■ Task statement ■
Quote the entries below from the line with "ctx.close_path()" through the line with "ctx.restore()", both ends included, and only those lines.

BEGIN Supplied entries

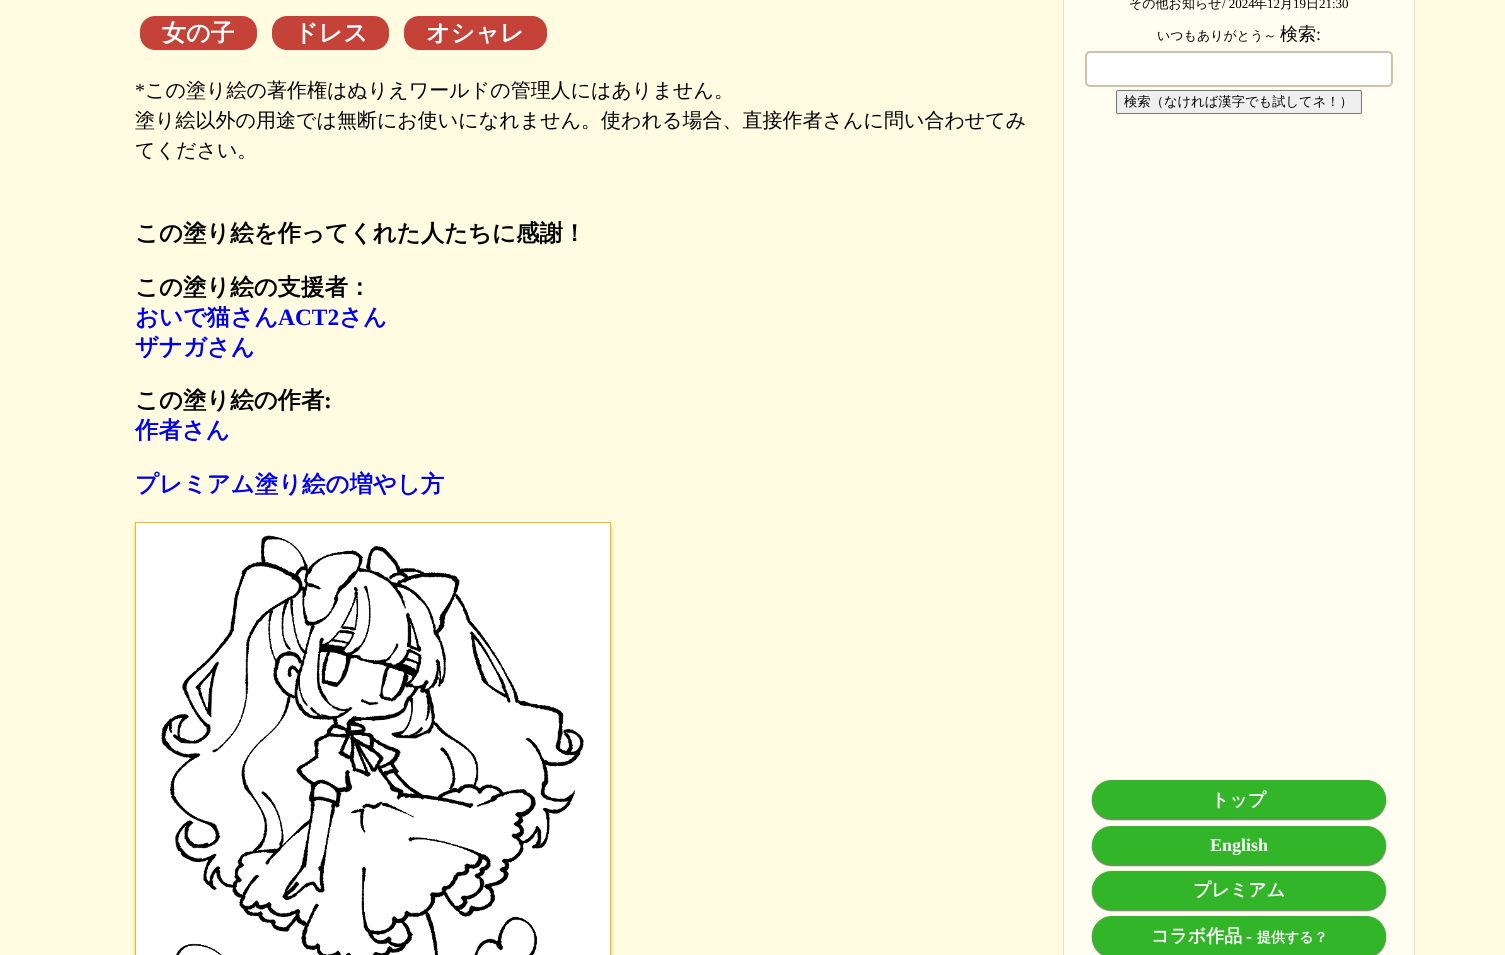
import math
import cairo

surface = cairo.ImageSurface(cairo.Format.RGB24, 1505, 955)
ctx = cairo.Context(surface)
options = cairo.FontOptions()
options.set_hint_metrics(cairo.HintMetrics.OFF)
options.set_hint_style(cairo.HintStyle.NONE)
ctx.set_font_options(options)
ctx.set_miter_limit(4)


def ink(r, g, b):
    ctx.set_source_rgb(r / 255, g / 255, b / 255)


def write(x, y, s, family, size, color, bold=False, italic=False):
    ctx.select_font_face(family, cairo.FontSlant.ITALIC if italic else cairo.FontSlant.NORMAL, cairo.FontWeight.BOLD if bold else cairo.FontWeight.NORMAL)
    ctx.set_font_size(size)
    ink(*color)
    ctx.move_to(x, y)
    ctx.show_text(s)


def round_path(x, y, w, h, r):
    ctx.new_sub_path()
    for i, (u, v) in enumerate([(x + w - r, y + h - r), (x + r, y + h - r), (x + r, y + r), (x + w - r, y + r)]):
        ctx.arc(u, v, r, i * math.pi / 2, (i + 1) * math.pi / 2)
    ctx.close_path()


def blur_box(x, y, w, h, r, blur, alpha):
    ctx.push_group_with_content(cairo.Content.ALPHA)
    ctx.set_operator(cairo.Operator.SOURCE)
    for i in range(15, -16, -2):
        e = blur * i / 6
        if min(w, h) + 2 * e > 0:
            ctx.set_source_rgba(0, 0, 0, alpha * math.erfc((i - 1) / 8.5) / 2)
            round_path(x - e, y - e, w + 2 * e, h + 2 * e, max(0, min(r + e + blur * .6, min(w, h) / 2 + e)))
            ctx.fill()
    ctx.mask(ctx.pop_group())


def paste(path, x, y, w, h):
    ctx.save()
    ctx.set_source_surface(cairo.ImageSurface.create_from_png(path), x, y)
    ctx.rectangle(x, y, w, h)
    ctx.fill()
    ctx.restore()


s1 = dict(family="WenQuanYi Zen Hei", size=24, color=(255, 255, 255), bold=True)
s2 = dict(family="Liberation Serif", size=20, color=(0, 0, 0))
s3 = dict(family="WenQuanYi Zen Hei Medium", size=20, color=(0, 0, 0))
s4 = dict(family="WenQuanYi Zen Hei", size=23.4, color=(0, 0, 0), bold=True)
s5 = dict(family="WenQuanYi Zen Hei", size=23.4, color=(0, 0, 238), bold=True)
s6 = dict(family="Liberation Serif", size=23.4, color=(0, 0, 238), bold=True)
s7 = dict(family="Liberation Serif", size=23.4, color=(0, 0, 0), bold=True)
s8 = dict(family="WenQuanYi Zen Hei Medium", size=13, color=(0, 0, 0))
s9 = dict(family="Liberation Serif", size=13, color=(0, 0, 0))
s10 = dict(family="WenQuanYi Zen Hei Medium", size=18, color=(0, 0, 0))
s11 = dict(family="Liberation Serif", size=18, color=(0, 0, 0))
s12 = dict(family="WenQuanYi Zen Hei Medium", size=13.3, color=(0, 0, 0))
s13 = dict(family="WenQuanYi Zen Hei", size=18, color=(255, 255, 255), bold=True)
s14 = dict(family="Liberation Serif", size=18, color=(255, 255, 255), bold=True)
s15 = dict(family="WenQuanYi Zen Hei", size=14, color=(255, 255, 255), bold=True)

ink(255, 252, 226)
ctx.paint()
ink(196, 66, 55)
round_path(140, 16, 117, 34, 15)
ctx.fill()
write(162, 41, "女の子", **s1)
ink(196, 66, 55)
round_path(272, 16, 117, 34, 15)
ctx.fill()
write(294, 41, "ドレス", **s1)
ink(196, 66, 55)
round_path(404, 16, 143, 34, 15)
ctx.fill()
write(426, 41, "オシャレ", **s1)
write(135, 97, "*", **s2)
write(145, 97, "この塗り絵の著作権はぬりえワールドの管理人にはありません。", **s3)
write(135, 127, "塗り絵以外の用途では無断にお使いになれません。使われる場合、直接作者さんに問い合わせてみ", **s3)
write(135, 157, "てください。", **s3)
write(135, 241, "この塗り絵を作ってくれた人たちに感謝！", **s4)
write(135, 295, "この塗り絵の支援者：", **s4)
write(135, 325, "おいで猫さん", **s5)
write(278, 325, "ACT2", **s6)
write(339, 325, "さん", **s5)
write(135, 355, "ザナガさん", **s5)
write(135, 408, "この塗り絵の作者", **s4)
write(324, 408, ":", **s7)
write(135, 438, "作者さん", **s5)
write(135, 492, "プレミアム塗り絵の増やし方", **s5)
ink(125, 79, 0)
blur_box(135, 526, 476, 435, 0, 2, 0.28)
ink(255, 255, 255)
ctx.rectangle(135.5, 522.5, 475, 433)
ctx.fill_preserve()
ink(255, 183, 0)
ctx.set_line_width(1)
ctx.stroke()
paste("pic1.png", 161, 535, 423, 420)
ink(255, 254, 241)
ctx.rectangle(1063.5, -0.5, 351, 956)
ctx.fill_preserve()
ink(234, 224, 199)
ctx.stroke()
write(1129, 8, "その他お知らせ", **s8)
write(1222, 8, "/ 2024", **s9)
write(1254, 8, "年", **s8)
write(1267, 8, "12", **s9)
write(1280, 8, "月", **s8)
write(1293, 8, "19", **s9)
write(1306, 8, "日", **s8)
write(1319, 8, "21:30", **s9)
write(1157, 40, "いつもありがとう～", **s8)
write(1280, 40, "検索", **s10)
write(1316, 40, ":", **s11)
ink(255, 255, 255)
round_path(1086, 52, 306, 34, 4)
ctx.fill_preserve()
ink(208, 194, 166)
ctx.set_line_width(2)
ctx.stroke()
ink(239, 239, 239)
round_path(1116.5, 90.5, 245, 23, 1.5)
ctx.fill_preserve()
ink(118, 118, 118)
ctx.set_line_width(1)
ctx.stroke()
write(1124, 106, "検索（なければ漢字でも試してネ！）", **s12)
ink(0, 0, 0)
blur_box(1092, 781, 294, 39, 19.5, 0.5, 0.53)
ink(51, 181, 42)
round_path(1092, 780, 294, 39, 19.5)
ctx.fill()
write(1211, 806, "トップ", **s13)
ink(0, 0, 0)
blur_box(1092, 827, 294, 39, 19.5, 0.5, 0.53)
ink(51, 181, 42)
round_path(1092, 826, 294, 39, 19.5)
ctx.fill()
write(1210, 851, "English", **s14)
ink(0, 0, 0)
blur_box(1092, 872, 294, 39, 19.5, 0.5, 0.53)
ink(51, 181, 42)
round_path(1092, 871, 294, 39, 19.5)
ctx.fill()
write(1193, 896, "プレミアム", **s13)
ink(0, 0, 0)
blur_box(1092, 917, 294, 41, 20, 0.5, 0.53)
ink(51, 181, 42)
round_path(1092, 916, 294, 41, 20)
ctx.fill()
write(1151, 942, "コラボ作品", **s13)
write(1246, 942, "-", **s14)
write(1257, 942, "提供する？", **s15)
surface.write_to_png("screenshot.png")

END Supplied entries

■ Result ■
    ctx.close_path()


def blur_box(x, y, w, h, r, blur, alpha):
    ctx.push_group_with_content(cairo.Content.ALPHA)
    ctx.set_operator(cairo.Operator.SOURCE)
    for i in range(15, -16, -2):
        e = blur * i / 6
        if min(w, h) + 2 * e > 0:
            ctx.set_source_rgba(0, 0, 0, alpha * math.erfc((i - 1) / 8.5) / 2)
            round_path(x - e, y - e, w + 2 * e, h + 2 * e, max(0, min(r + e + blur * .6, min(w, h) / 2 + e)))
            ctx.fill()
    ctx.mask(ctx.pop_group())


def paste(path, x, y, w, h):
    ctx.save()
    ctx.set_source_surface(cairo.ImageSurface.create_from_png(path), x, y)
    ctx.rectangle(x, y, w, h)
    ctx.fill()
    ctx.restore()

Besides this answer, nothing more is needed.